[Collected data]
□ □ □ □ □ □ □

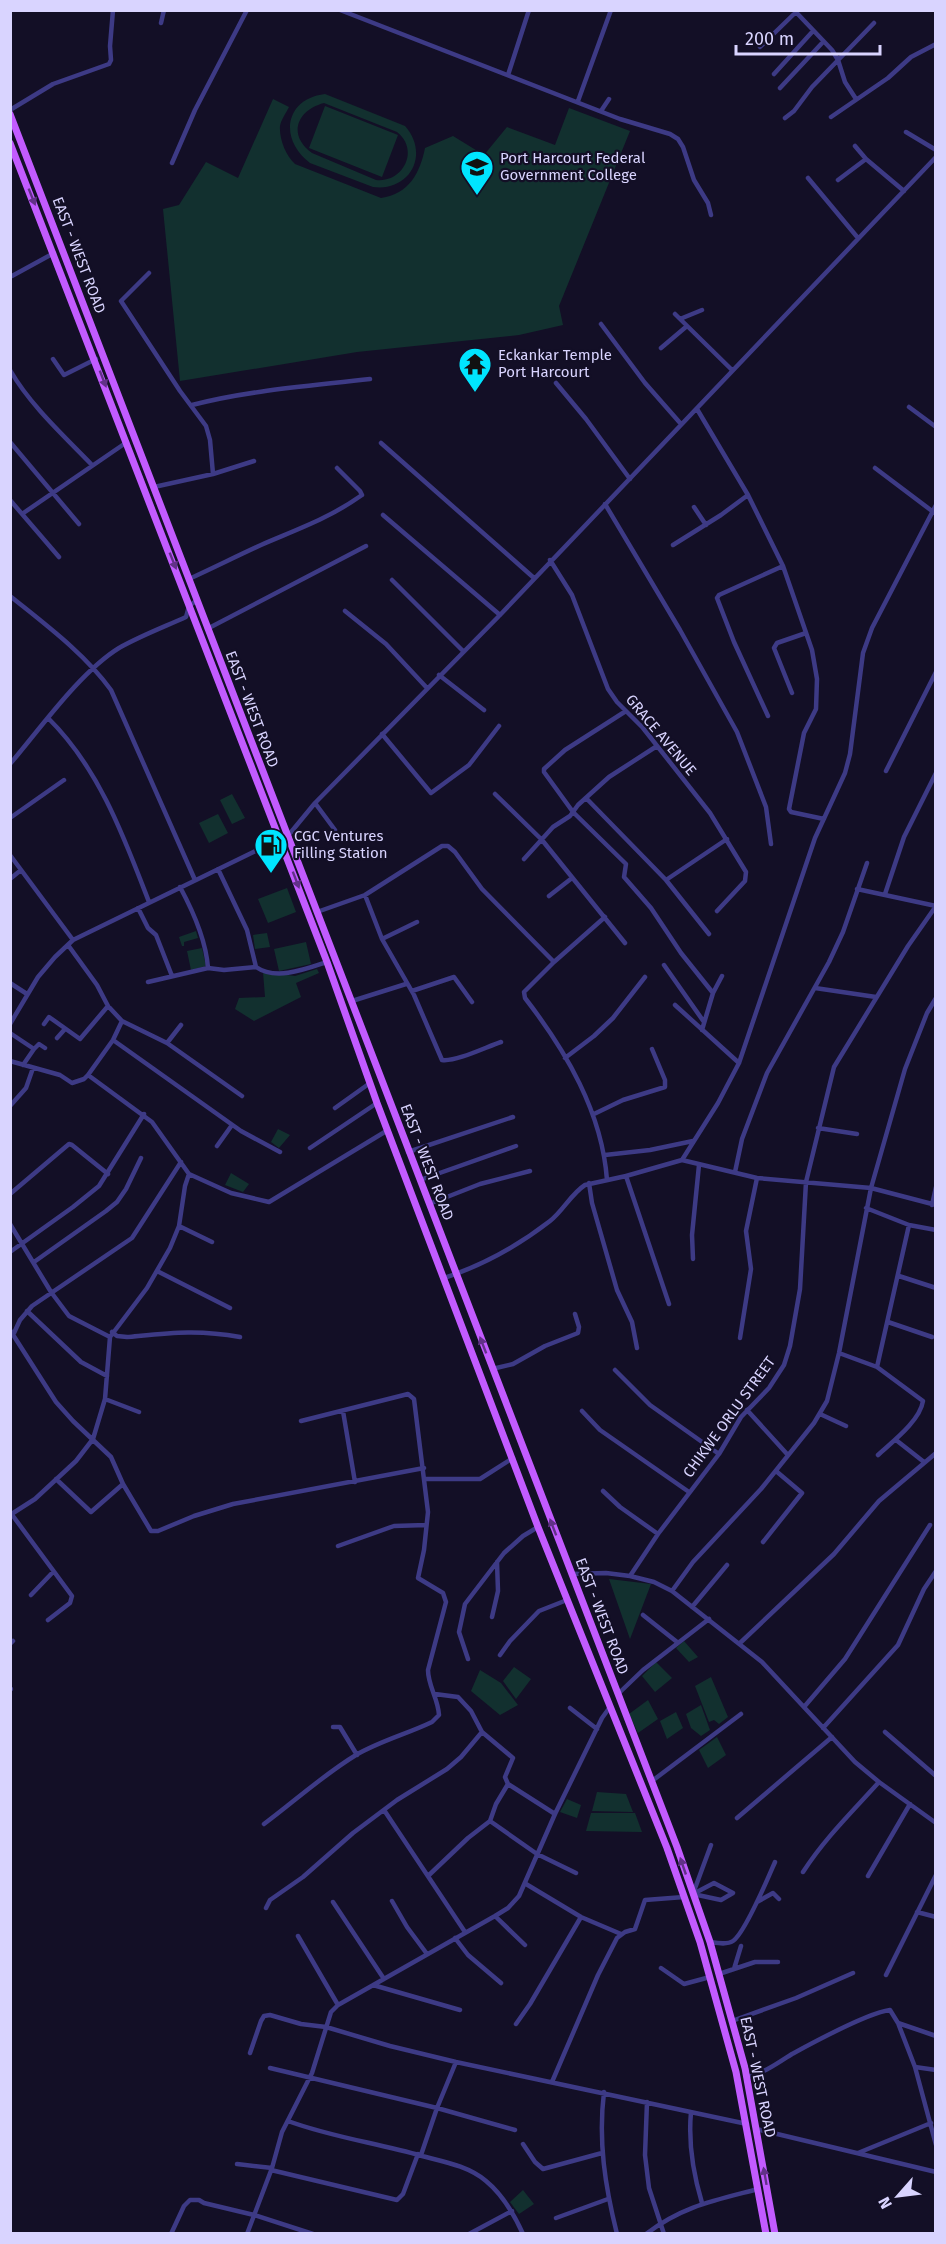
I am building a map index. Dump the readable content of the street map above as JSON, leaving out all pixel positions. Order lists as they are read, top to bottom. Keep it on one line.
{"streets":{"main road":["EAST - WEST ROAD"],"street":["GRACE AVENUE","CHIKWE ORLU STREET"]},"places":{"school or university":["Port Harcourt Federal Government College"],"temple":["Eckankar Temple Port Harcourt"],"fuel station":["CGC Ventures Filling Station"]},"scale_bar":"200 m","north":"bottom left"}
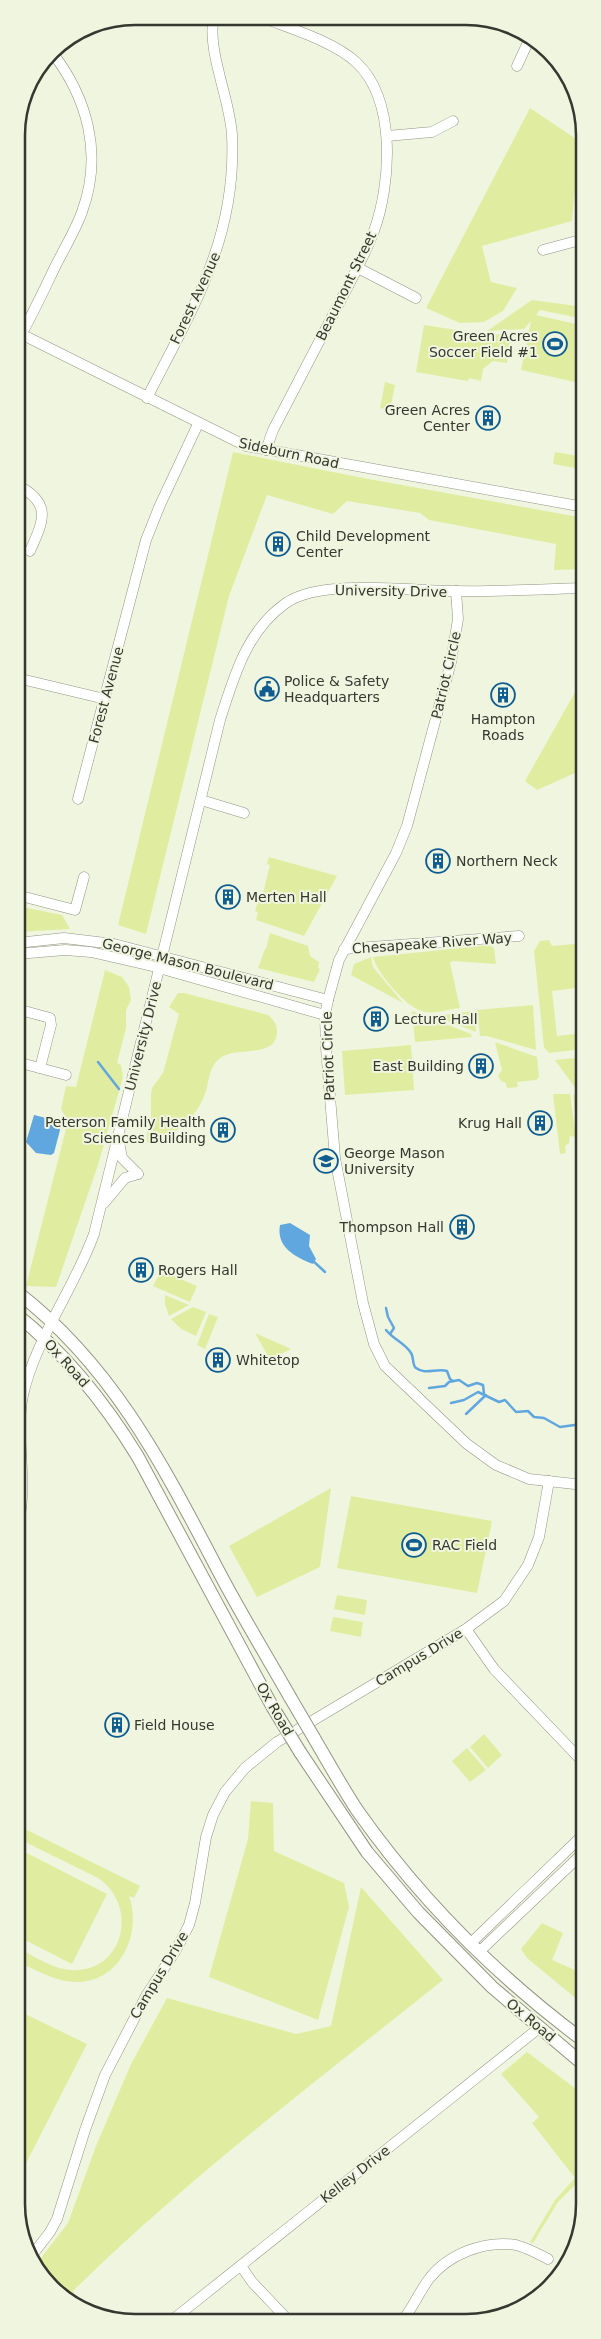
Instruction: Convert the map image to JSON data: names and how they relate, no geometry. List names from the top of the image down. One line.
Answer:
{"streets":{"main road":["Ox Road"],"street":["Beaumont Street","Forest Avenue","Sideburn Road","University Drive","Patriot Circle","Chesapeake River Way","George Mason Boulevard","Campus Drive","Kelley Drive"]},"crossings":[["Beaumont Street","Sideburn Road"],["Forest Avenue","Sideburn Road"],["University Drive","Patriot Circle"],["University Drive","George Mason Boulevard"],["University Drive","Ox Road"],["Patriot Circle","Chesapeake River Way"],["Patriot Circle","George Mason Boulevard"],["Patriot Circle","Campus Drive"],["Ox Road","Kelley Drive"]],"places":{"sports":["Green Acres Soccer Field #1","RAC Field"],"building":["Green Acres Center","Child Development Center","Hampton Roads","Northern Neck","Merten Hall","Lecture Hall","East Building","Krug Hall","Peterson Family Health Sciences Building","Thompson Hall","Rogers Hall","Whitetop","Field House"],"public building":["Police & Safety Headquarters"],"school or university":["George Mason University"]}}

□ □ □ □ □ □ □

• **Aim of the task**
If pictures are present, they are dropped, and the entries above are written out word for word.

• **Result for this exercise**
I am building a map index. Dump the readable content of the street map above as JSON, leaving out all pixel positions. Order lists as they are read, top to bottom. Keep it on one line.
{"streets":{"main road":["EAST - WEST ROAD"],"street":["GRACE AVENUE","CHIKWE ORLU STREET"]},"places":{"school or university":["Port Harcourt Federal Government College"],"temple":["Eckankar Temple Port Harcourt"],"fuel station":["CGC Ventures Filling Station"]},"scale_bar":"200 m","north":"bottom left"}
Instruction: Convert the map image to JSON data: names and how they relate, no geometry. List names from the top of the image down. One line.
Answer:
{"streets":{"main road":["Ox Road"],"street":["Beaumont Street","Forest Avenue","Sideburn Road","University Drive","Patriot Circle","Chesapeake River Way","George Mason Boulevard","Campus Drive","Kelley Drive"]},"crossings":[["Beaumont Street","Sideburn Road"],["Forest Avenue","Sideburn Road"],["University Drive","Patriot Circle"],["University Drive","George Mason Boulevard"],["University Drive","Ox Road"],["Patriot Circle","Chesapeake River Way"],["Patriot Circle","George Mason Boulevard"],["Patriot Circle","Campus Drive"],["Ox Road","Kelley Drive"]],"places":{"sports":["Green Acres Soccer Field #1","RAC Field"],"building":["Green Acres Center","Child Development Center","Hampton Roads","Northern Neck","Merten Hall","Lecture Hall","East Building","Krug Hall","Peterson Family Health Sciences Building","Thompson Hall","Rogers Hall","Whitetop","Field House"],"public building":["Police & Safety Headquarters"],"school or university":["George Mason University"]}}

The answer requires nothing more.